Efeitos indiretos são mais difíceis de quantificar, como é o caso do desmatamento indireto. O setor de cana-de-açúcar passou por uma crise na última década, em que usinas faliram, portanto a pressão por expansão de terras para o plantio da cana não é forte no momento. Não se pode dizer o mesmo a respeito da soja, que representa 70% da composição do biodiesel. Ao comprar, por exemplo, uma antiga terra de pastagem já desmatada para o plantio da soja, não há como garantir que não haverá deslocamento ou expansão da pastagem em outra região. Esse deslocamento gera emissões indiretas de carbono.

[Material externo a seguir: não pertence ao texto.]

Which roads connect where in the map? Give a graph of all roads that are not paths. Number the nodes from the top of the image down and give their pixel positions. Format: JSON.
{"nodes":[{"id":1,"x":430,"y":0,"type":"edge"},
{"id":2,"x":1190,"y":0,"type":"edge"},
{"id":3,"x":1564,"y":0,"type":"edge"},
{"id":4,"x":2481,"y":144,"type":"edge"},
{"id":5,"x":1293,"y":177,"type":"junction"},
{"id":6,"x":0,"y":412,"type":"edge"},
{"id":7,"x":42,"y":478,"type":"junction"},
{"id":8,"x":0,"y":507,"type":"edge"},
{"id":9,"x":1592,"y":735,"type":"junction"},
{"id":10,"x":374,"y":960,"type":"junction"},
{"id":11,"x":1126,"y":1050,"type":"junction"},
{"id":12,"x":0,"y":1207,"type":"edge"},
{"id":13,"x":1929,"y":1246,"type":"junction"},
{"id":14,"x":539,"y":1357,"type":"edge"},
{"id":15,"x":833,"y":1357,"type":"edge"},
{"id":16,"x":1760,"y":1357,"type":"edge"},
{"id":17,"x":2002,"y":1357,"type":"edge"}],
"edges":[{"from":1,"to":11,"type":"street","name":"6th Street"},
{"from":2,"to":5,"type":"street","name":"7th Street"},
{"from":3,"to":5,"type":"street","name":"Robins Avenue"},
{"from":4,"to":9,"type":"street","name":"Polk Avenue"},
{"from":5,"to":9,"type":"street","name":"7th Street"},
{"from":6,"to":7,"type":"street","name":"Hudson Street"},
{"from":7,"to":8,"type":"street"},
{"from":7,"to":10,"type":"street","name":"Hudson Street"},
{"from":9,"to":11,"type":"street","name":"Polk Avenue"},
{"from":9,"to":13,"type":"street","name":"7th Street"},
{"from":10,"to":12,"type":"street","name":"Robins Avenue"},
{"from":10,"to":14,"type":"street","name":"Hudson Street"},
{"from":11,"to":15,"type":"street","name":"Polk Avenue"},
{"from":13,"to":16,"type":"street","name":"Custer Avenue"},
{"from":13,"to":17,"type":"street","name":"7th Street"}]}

A indústria do biodiesel cresceu nos últimos anos com a elevação obrigatória da mistura no diesel. Também a alta demanda da soja para exportação aumentou a pressão por terras, principalmente na Amazônia e no Cerrado. A dificuldade em rastrear o grão é outro ponto de atenção. “Para eu gerar o CBio, eu preciso identificar a origem da soja e isso é dificultado porque a soja tem intermediário”, explica Carmen Araujo, diretora do International Council on Clean Transportation (ICCT) no Brasil. “O grão fica armazenado. Quem vai processar compra do que já foi agrupado de diversas fontes. Então você perde a rastreabilidade e esse é um ponto importante de aperfeiçoamento do mecanismo”.

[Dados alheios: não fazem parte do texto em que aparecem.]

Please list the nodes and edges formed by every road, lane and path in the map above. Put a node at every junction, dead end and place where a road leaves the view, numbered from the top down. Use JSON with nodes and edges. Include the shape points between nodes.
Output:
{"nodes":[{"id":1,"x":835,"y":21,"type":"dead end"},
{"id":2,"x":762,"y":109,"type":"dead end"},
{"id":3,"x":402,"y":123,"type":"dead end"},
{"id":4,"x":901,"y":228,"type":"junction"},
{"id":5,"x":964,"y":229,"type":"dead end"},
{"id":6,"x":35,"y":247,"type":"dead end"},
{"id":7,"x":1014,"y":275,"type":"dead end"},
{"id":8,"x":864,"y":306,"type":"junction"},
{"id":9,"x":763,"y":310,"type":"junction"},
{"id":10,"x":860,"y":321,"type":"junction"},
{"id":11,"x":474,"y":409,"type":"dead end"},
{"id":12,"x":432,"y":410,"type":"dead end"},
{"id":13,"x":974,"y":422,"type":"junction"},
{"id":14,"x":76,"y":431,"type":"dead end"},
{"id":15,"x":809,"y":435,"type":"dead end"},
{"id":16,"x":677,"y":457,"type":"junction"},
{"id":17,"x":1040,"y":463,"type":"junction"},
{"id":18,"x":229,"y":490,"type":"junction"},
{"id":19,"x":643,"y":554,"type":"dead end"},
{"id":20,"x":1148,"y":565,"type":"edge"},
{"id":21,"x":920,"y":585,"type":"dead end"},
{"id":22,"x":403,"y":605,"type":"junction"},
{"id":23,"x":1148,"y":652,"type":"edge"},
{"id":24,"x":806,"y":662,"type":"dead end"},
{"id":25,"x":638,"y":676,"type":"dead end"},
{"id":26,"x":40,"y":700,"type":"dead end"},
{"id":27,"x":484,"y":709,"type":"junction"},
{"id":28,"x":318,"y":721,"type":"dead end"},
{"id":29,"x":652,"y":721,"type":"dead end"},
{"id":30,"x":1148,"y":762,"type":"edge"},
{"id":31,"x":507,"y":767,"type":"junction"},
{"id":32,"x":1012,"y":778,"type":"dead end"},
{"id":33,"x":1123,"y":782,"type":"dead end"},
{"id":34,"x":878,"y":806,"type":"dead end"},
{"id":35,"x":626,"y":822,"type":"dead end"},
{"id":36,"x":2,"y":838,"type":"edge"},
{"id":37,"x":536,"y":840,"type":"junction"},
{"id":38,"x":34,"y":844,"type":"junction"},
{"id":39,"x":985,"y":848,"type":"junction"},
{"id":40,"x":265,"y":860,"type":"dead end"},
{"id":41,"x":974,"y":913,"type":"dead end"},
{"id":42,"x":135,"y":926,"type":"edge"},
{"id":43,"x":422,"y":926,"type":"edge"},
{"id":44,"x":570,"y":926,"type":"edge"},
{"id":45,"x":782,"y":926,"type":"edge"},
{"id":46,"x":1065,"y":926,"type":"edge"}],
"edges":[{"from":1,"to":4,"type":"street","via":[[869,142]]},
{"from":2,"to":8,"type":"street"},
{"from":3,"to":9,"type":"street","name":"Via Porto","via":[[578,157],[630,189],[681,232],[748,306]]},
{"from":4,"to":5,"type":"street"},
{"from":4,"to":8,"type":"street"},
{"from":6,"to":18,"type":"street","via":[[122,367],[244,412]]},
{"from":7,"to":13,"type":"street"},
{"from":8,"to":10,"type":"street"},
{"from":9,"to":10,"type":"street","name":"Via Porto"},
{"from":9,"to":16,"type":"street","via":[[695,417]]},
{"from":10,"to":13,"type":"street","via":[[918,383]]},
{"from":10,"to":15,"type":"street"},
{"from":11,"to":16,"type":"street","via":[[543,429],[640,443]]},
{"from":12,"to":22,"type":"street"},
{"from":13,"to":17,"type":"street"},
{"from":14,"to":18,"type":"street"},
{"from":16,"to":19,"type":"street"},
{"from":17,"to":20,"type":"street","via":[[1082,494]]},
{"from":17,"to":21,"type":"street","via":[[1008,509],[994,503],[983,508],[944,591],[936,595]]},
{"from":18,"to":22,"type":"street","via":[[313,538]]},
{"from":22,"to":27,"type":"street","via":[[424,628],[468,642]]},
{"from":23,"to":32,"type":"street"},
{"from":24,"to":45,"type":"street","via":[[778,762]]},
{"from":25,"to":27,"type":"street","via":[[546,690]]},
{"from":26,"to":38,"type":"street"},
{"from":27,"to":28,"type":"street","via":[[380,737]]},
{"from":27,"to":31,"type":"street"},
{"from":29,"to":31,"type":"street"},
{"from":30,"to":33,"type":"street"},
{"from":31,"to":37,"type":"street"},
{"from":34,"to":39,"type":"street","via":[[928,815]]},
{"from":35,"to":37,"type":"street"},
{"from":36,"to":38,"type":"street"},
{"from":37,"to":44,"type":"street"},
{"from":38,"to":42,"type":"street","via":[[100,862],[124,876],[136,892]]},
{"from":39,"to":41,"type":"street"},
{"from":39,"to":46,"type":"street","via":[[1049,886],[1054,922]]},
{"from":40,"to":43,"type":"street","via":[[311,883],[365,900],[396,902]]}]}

Estudo do ICCT mostra que as estratégias do RenovaBio para garantir sustentabilidade não são suficientes para atenuar as pressões indiretas que a demanda por biocombustíveis pode gerar. “Se nós não olharmos para a expansão da soja que pode estar impactando o desmatamento – que representa 44% das emissões de CO2 no Brasil – acho que estaremos ignorando um problema muito sério”, afirma Carmen. O estudo recomenda que a mistura obrigatória de biodiesel não seja superior a 10%, evitando a pressão por novas terras para plantio e os problemas de compatibilidade do combustível com os veículos, que sofrem danos e aumento dos custos de manutenção.
Biocombustível é tecnologia do futuro?
Para zerar emissões de gases de efeito estufa em 2050, novo relatório da Agência Internacional de Energia (IEA) propõe que o uso de combustíveis fósseis deve diminuir de quatro quintos da matriz energética global de hoje para um quinto em 2050.

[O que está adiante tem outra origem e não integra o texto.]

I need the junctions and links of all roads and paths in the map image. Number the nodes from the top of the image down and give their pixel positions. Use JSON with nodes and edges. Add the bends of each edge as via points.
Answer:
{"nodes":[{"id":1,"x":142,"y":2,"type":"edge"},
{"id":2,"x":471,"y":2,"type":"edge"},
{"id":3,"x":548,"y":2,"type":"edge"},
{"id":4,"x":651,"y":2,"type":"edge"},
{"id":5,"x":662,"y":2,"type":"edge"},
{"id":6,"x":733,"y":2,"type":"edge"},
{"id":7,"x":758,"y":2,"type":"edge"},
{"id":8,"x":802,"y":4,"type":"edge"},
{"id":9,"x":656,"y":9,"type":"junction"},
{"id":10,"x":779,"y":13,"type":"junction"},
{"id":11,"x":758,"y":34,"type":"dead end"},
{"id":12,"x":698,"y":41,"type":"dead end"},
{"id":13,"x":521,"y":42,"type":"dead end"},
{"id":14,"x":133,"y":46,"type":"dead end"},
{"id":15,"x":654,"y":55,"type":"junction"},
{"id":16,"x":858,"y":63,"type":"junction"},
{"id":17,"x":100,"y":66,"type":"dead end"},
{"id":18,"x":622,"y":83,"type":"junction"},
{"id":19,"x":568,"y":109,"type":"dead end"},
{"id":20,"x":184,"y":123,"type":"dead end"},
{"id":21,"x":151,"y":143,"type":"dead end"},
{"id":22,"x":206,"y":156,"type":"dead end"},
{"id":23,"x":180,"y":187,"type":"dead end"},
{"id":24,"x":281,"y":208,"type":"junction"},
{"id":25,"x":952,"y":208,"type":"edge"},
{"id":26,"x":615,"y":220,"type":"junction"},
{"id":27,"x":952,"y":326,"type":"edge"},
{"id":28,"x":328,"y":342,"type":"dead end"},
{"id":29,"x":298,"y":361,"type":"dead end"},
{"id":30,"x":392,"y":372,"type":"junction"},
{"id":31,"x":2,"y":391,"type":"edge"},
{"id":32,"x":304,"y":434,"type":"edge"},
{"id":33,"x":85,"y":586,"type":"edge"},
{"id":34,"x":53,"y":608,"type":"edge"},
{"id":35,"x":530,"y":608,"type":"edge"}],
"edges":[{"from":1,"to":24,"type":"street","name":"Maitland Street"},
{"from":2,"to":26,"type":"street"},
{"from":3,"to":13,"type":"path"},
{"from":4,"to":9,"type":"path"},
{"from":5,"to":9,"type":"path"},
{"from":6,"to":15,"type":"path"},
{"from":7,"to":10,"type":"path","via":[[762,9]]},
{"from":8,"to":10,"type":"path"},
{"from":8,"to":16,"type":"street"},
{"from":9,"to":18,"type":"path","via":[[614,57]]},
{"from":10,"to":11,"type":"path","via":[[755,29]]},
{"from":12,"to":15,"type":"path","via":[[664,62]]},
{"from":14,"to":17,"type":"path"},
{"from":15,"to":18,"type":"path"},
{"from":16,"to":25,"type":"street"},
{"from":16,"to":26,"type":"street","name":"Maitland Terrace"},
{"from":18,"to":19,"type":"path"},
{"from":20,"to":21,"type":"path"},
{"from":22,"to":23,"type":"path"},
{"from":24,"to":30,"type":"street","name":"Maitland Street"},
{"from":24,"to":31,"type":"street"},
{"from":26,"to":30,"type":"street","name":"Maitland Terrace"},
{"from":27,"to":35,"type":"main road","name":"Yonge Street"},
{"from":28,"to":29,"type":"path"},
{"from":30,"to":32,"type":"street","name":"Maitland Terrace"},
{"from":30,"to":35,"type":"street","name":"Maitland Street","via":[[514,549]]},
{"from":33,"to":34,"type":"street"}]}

O compromisso brasileiro assumido no Acordo de Paris, e confirmado pelo presidente Jair Bolsonaro recentemente na Cúpula do Clima, é de reduzir em 43% as emissões de GEE até 2030, considerando o ano de 2005 como base. Contudo, o Plano Decenal de Energia 2030, documento que indica as perspectivas da expansão do setor de energia para o período de dez anos no Brasil, continua tendo a oferta de combustíveis fortemente baseada em derivados de petróleo.
De acordo com o relatório da IEA, quase metade da redução de emissões deverá vir de tecnologias ainda não implementadas ou em fase de experimentação, como baterias avançadas para veículos elétricos e sistemas de produção de hidrogênio. “A indústria do biocombustível tem se colocado como a grande solução para o Brasil, mas a gente tem que entender que o Brasil não é uma ilha”, diz Marcel Martin, coordenador de transporte do Instituto Clima e Sociedade (ICS). “O Brasil está dentro de um mercado global, e se não houver modernização, a gente vai ficar mais para trás do que já está”.
Marcel considera importante avaliar a melhor forma de uso dos biocombustíveis, como em veículos de carga, no setor naval, no setor aéreo, além de avançar em estudos para células a combustível e outras alternativas tecnológicas. Sugere ainda evoluir para biocombustíveis de segunda e terceira geração, além de direcionar investimentos e atenção para eletrificação e hidrogênio. “O mundo está se eletrificando. Alemanha, França Inglaterra, Estados Unidos, todos eles estão direcionados para isso. Se a gente não brigar e lutar para ter uma produção local, o Brasil ficará inviabilizado no mercado global”.